Wherever the word "Gooshays" occurs in the listing below, copy that whole line.

Segment Open

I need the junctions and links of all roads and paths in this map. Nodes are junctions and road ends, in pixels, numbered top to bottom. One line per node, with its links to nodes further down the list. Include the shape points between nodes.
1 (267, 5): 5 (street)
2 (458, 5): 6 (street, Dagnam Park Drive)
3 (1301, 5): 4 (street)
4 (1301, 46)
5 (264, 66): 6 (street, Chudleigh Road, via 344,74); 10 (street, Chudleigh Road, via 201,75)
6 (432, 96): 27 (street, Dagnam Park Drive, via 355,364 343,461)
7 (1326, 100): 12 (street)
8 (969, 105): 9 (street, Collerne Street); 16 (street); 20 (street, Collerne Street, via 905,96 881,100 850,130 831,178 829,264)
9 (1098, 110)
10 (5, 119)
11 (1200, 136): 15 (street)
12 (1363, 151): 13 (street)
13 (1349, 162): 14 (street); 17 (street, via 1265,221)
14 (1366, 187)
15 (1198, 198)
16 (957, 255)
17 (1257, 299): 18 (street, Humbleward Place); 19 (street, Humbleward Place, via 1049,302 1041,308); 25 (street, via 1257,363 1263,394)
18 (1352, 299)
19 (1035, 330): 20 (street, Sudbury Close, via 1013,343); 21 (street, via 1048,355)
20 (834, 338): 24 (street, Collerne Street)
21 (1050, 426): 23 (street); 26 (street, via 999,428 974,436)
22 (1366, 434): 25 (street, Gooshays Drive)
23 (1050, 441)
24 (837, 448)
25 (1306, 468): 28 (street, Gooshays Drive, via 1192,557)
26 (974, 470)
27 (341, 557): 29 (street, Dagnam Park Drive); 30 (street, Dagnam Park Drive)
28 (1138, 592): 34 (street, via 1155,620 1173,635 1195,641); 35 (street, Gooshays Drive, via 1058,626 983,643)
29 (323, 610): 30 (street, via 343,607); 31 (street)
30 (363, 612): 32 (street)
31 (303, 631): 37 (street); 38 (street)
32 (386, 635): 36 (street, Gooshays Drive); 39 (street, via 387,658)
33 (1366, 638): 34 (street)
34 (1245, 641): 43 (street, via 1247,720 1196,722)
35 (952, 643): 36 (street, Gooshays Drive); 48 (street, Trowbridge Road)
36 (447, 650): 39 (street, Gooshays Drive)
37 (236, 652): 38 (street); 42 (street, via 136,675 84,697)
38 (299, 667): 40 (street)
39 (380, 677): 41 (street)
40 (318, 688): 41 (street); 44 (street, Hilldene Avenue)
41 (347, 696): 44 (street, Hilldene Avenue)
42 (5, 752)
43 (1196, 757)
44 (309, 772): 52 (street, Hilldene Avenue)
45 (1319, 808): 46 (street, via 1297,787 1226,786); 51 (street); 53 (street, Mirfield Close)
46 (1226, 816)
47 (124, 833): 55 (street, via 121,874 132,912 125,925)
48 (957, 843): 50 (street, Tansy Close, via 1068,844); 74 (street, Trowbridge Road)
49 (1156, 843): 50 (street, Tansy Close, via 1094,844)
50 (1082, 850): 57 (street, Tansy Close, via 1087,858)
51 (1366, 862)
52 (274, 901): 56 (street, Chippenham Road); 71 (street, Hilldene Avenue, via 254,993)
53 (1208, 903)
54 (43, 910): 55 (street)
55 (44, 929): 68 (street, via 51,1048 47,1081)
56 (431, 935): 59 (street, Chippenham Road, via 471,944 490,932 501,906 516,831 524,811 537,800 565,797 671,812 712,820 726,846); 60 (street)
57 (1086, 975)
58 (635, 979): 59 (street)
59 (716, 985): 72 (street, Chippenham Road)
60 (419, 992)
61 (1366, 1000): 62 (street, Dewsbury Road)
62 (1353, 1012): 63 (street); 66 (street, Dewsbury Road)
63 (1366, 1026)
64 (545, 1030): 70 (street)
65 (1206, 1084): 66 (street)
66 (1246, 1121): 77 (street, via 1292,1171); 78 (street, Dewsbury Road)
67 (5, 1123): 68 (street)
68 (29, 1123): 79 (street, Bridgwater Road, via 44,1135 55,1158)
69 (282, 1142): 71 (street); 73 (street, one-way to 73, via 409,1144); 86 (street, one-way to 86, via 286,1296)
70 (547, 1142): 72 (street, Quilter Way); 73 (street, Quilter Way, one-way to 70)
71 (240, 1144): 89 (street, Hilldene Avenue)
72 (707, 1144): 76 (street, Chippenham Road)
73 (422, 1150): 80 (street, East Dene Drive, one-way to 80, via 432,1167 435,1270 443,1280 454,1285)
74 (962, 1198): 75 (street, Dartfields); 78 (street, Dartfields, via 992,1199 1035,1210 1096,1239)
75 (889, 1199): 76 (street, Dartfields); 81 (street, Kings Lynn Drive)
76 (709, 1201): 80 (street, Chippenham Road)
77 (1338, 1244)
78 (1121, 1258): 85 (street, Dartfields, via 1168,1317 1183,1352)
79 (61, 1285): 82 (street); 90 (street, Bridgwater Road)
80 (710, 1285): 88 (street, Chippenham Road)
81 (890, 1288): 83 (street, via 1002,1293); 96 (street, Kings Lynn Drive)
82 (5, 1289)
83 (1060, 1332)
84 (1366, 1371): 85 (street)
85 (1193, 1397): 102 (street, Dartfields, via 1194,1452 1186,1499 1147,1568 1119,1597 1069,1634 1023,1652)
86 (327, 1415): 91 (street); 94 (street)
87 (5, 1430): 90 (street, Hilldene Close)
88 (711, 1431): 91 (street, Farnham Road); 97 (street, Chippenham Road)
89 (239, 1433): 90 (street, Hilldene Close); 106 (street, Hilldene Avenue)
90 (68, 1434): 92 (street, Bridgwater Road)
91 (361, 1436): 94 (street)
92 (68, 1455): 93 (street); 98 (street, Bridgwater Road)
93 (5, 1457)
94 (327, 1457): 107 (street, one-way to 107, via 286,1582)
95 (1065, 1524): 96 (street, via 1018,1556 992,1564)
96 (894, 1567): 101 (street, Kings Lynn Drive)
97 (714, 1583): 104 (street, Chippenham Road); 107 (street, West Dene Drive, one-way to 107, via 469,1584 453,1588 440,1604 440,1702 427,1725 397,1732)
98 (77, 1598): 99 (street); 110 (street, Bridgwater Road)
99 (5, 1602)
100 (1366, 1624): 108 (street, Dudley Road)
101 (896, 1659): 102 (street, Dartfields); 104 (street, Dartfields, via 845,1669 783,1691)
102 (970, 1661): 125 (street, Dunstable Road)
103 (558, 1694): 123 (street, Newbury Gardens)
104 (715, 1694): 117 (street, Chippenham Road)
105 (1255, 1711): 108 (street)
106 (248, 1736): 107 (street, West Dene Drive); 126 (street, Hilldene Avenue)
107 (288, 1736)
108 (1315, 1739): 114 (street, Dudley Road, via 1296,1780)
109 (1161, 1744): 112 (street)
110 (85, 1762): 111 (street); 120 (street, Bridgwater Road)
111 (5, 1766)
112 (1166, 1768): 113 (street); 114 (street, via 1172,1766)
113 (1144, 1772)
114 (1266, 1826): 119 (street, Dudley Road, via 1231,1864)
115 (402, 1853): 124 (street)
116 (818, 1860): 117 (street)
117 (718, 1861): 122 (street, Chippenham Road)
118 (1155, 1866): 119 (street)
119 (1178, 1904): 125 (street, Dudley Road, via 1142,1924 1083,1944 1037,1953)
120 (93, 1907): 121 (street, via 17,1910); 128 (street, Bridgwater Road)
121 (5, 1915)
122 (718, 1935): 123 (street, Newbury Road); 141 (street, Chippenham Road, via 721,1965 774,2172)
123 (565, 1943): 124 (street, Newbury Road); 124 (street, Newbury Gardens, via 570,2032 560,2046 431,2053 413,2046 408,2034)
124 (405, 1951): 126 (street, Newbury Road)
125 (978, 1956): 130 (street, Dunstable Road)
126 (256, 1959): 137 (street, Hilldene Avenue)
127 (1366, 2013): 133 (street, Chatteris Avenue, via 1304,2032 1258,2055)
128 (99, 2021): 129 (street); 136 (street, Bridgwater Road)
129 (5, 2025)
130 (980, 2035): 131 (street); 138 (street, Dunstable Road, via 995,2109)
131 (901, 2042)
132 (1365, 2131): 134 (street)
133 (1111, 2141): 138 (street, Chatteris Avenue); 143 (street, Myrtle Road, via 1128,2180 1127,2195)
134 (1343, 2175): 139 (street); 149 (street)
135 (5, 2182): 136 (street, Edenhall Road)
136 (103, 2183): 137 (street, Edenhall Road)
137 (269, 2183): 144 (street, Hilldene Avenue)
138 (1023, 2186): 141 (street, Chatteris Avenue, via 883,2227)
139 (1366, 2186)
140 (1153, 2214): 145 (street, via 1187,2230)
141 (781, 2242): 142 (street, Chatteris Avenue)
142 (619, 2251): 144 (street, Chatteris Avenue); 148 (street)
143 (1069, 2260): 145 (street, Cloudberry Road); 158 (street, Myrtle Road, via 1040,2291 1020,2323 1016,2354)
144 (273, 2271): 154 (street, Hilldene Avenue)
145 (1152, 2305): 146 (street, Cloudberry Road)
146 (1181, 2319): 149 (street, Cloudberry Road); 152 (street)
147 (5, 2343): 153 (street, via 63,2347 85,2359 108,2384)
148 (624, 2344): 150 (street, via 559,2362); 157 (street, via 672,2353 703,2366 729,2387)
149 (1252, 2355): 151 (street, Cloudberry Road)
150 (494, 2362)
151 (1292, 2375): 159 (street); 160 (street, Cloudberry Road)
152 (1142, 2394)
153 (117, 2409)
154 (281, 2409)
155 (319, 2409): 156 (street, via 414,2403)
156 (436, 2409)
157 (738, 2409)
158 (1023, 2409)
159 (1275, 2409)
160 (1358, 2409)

Segment Closed

→ **Answer space**
22 (1366, 434): 25 (street, Gooshays Drive)
25 (1306, 468): 28 (street, Gooshays Drive, via 1192,557)
28 (1138, 592): 34 (street, via 1155,620 1173,635 1195,641); 35 (street, Gooshays Drive, via 1058,626 983,643)
32 (386, 635): 36 (street, Gooshays Drive); 39 (street, via 387,658)
35 (952, 643): 36 (street, Gooshays Drive); 48 (street, Trowbridge Road)
36 (447, 650): 39 (street, Gooshays Drive)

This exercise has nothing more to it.